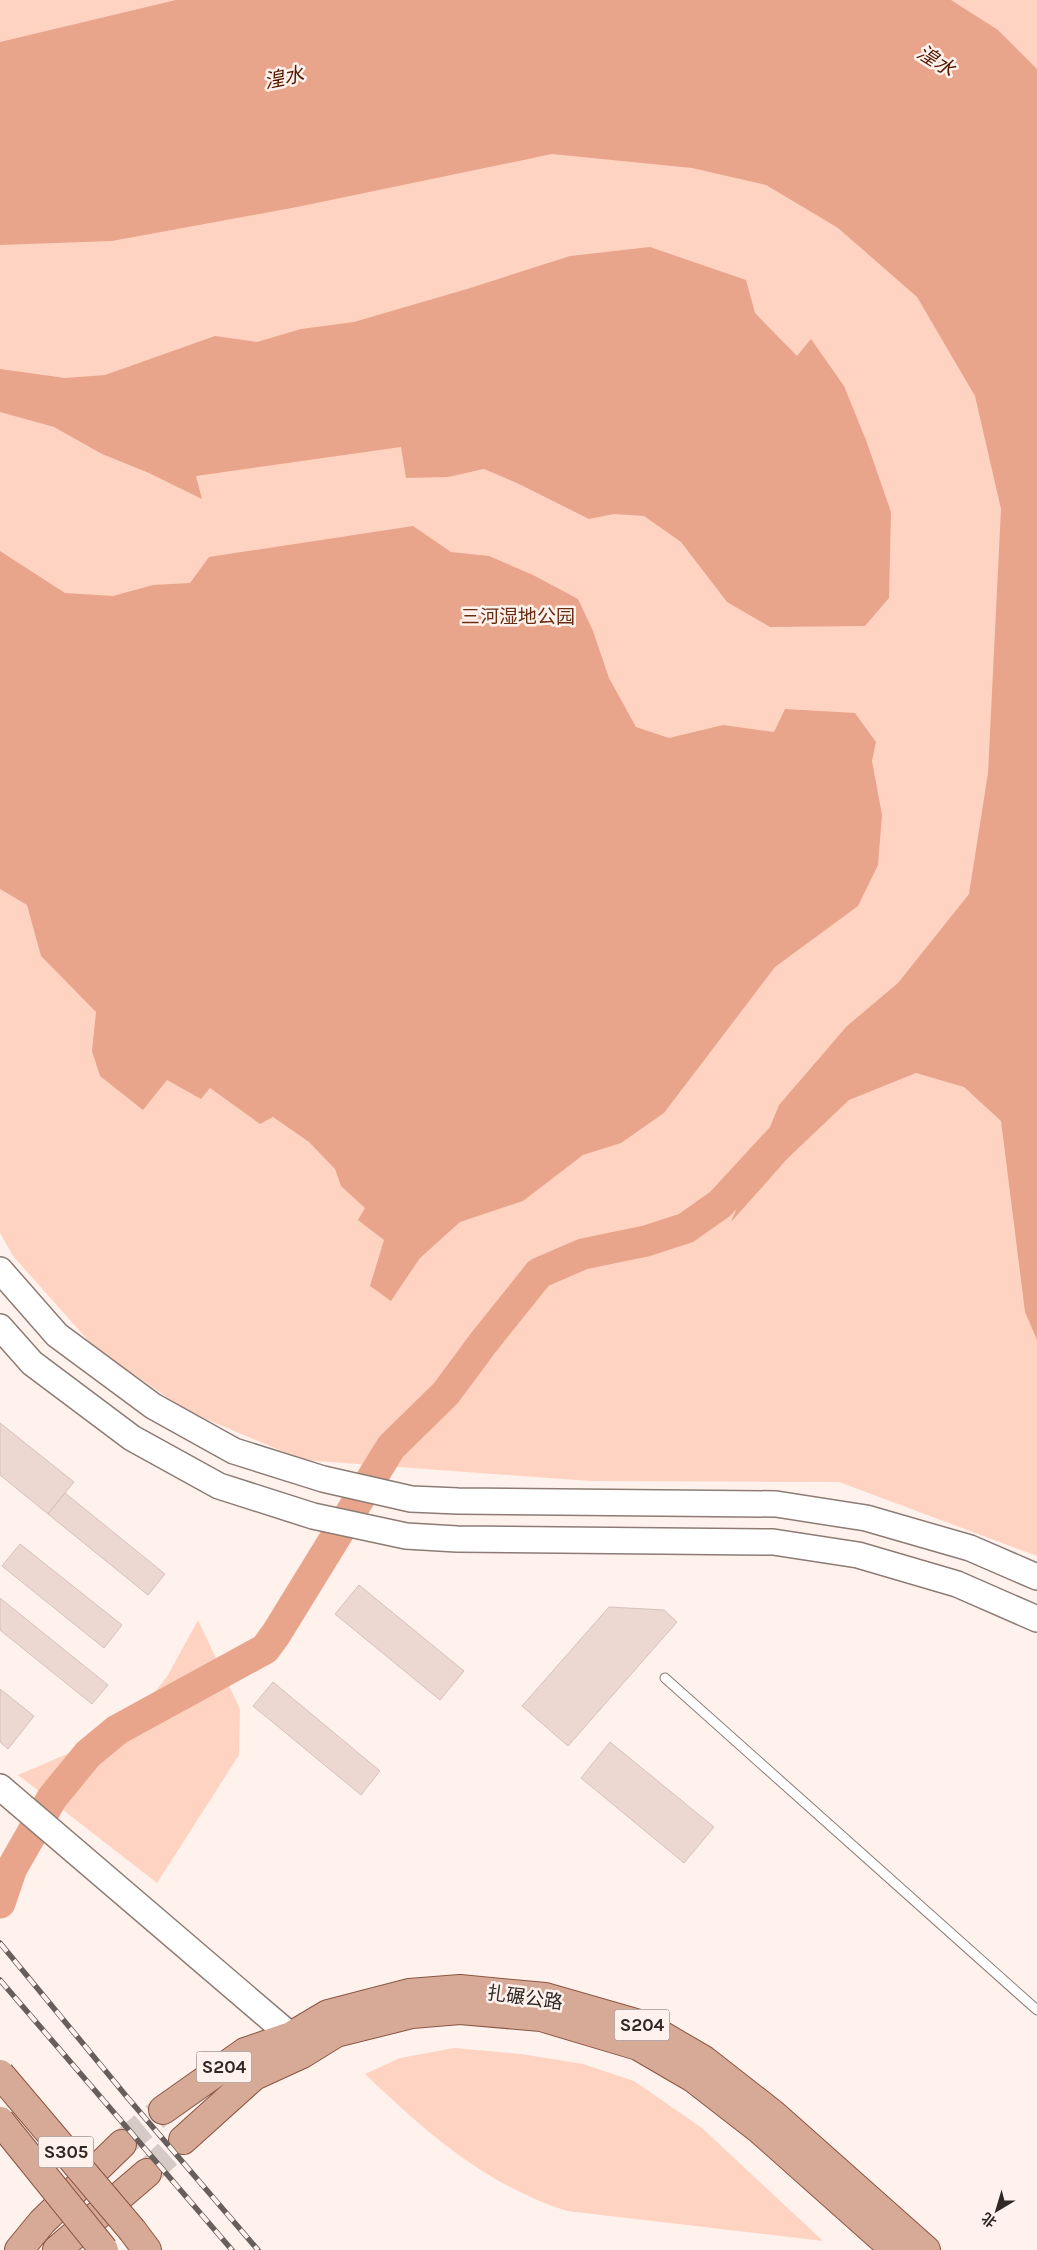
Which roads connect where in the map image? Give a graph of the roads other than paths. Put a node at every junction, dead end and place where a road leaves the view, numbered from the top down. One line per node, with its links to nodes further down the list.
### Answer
1 (0, 1270): 3 (main road)
2 (0, 1327): 4 (main road)
3 (1037, 1577)
4 (1037, 1619)
5 (665, 1678): 7 (lane)
6 (0, 1787): 8 (main road)
7 (1037, 2010)
8 (297, 2044): 10 (main road, 扎碾公路 / S204); 12 (main road, 扎碾公路 / S204); 19 (main road, 扎碾公路 / S204); 20 (main road, 扎碾公路 / S204)
9 (0, 2074): 15 (main road, S305, bridge)
10 (163, 2110)
11 (0, 2121): 18 (main road, S305, bridge)
12 (183, 2140)
13 (122, 2144): 16 (main road)
14 (147, 2173): 17 (main road)
15 (140, 2240)
16 (19, 2250)
17 (58, 2250)
18 (104, 2250)
19 (895, 2250)
20 (926, 2250)

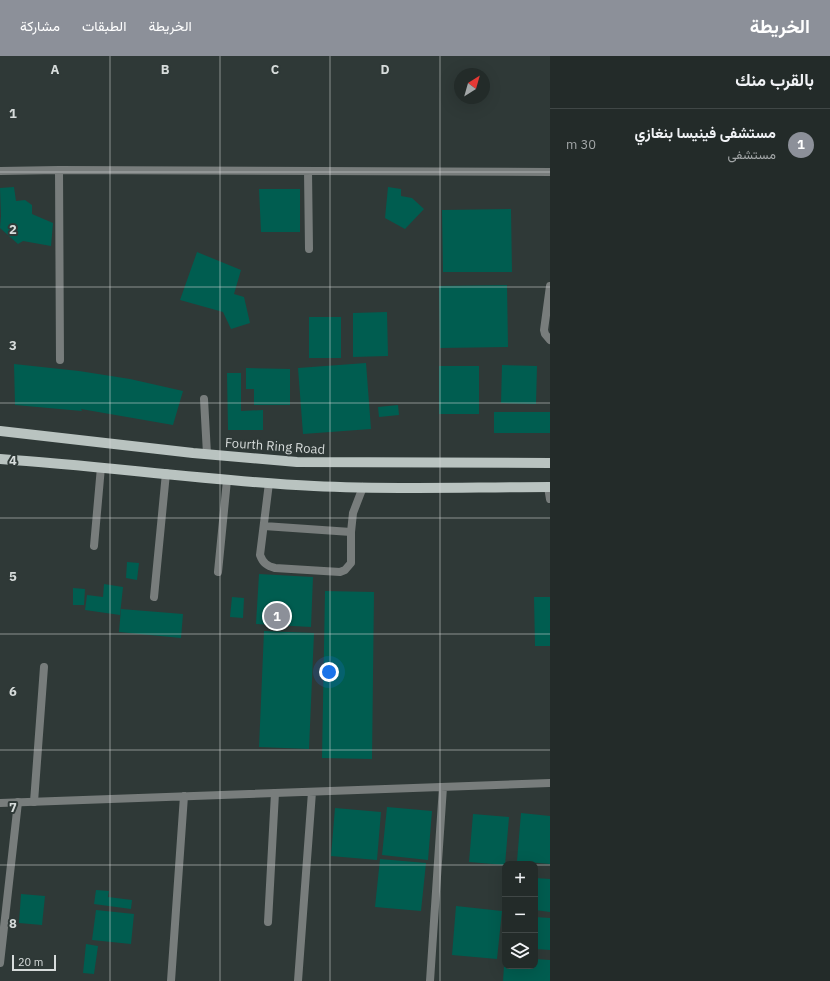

▸ **Task objective**
Leave the pictures out and reproduce every record above exactly.

▸ **The answer**
Which roads connect where in the map image? Give a graph of the roads other than paths. Put a node at every junction, dead end and place where a road leaves the view, numbered from the top down. One line per node, with its links to nodes further down the list.
### Answer
1 (0, 1270): 3 (main road)
2 (0, 1327): 4 (main road)
3 (1037, 1577)
4 (1037, 1619)
5 (665, 1678): 7 (lane)
6 (0, 1787): 8 (main road)
7 (1037, 2010)
8 (297, 2044): 10 (main road, 扎碾公路 / S204); 12 (main road, 扎碾公路 / S204); 19 (main road, 扎碾公路 / S204); 20 (main road, 扎碾公路 / S204)
9 (0, 2074): 15 (main road, S305, bridge)
10 (163, 2110)
11 (0, 2121): 18 (main road, S305, bridge)
12 (183, 2140)
13 (122, 2144): 16 (main road)
14 (147, 2173): 17 (main road)
15 (140, 2240)
16 (19, 2250)
17 (58, 2250)
18 (104, 2250)
19 (895, 2250)
20 (926, 2250)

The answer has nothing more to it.